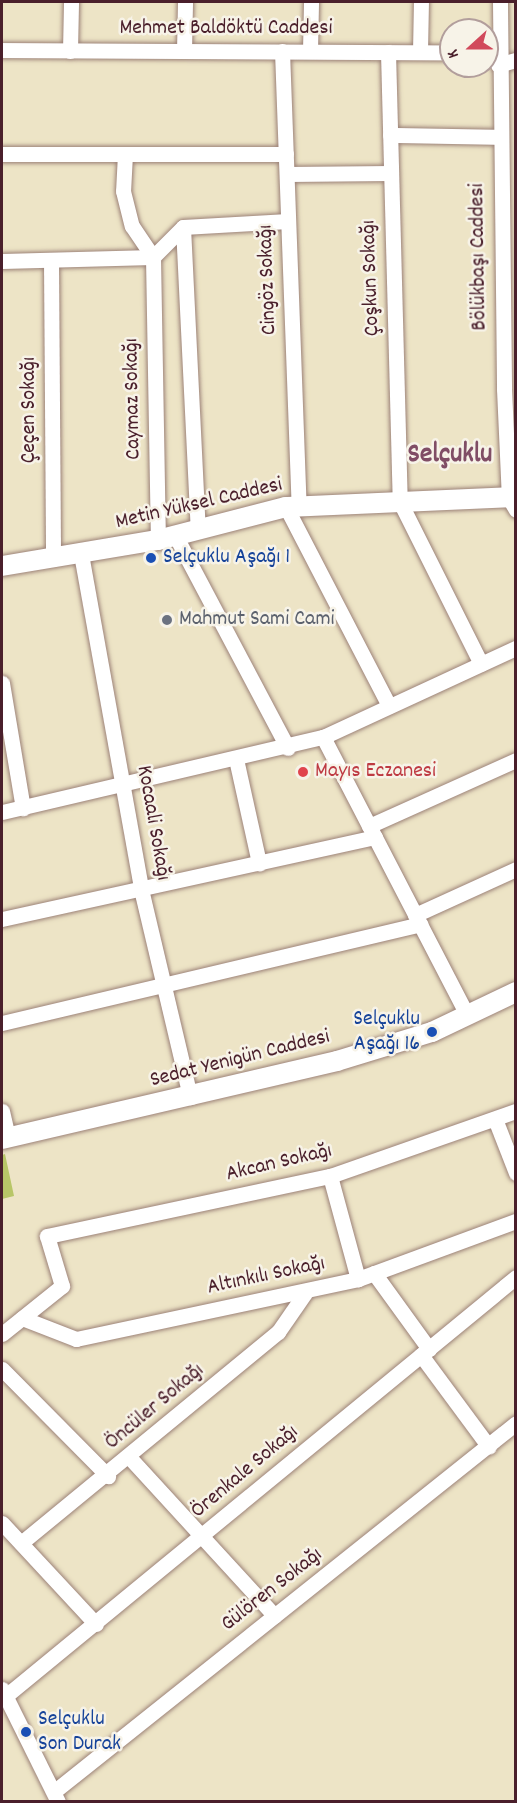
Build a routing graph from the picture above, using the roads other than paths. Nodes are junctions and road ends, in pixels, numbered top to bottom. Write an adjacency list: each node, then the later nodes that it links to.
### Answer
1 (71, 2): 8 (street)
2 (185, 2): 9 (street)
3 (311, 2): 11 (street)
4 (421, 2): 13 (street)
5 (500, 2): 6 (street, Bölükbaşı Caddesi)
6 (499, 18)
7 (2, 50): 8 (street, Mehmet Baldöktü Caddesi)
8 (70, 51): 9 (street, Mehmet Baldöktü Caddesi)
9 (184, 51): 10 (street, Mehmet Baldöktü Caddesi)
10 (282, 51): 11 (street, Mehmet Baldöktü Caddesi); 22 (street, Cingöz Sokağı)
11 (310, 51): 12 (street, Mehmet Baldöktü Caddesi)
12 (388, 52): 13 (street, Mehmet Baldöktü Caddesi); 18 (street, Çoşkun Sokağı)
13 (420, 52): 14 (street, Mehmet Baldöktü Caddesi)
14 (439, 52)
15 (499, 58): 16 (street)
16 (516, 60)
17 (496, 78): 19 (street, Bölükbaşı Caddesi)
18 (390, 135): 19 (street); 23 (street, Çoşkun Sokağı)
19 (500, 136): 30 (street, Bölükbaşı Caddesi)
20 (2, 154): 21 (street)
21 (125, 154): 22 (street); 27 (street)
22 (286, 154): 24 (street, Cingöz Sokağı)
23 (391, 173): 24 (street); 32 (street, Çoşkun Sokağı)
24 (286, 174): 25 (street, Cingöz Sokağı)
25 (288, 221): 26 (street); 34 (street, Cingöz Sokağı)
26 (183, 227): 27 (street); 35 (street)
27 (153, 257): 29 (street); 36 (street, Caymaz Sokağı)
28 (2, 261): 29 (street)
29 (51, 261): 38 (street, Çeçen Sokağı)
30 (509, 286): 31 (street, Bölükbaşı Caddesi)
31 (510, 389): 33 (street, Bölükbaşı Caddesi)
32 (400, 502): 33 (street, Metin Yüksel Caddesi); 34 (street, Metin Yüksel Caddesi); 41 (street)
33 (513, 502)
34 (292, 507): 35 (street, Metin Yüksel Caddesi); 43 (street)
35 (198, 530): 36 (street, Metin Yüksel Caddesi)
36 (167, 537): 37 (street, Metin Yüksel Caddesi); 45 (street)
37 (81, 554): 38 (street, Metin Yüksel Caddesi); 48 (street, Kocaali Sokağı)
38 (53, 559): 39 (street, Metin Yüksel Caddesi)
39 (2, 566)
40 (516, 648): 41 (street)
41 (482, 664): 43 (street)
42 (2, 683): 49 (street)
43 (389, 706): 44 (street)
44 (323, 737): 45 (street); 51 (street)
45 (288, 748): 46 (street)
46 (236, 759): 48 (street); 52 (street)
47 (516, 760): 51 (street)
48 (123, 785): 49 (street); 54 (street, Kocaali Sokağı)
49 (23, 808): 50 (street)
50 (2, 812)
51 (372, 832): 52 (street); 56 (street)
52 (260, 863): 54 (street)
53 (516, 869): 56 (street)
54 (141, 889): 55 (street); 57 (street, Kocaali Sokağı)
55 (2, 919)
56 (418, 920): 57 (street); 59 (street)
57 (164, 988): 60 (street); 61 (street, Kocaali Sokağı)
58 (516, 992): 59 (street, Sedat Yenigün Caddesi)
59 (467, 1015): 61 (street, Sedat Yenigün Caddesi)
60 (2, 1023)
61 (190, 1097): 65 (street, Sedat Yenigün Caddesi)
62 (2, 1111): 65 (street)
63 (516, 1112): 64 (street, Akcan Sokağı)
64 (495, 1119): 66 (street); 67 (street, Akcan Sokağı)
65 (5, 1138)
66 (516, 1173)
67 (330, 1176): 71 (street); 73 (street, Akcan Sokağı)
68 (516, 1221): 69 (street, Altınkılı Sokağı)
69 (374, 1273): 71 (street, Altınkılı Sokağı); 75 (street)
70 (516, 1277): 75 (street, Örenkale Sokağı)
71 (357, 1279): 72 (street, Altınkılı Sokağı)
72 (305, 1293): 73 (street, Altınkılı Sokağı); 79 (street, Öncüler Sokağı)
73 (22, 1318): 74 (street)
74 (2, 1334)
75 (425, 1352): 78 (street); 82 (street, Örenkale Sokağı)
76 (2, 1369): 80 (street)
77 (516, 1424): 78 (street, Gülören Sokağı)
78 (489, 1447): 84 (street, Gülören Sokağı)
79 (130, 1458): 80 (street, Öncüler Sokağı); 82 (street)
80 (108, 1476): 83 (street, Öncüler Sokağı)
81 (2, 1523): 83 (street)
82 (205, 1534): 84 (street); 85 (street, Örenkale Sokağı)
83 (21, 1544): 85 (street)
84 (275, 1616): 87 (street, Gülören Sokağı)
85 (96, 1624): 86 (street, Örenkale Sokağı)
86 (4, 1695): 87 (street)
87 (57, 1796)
================================
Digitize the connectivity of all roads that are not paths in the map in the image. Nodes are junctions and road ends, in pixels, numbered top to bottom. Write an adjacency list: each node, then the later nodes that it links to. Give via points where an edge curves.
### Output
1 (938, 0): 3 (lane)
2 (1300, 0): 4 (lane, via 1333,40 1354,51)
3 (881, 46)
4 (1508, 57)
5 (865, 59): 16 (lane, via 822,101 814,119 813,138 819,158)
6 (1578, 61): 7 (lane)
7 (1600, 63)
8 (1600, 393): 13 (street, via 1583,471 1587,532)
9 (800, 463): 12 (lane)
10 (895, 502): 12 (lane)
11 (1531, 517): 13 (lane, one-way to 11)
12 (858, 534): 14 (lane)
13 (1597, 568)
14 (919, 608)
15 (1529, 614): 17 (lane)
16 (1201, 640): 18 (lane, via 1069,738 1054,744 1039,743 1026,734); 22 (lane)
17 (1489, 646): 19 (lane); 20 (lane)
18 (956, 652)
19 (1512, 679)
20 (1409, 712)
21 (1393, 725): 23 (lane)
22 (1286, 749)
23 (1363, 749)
================================
Exercise requirements → Your task is to list each line of the records with the word "node".

Response box →
Build a routing graph from the picture above, using the roads other than paths. Nodes are junctions and road ends, in pixels, numbered top to bottom. Write an adjacency list: each node, then the later nodes that it links to.
Digitize the connectivity of all roads that are not paths in the map in the image. Nodes are junctions and road ends, in pixels, numbered top to bottom. Write an adjacency list: each node, then the later nodes that it links to. Give via points where an edge curves.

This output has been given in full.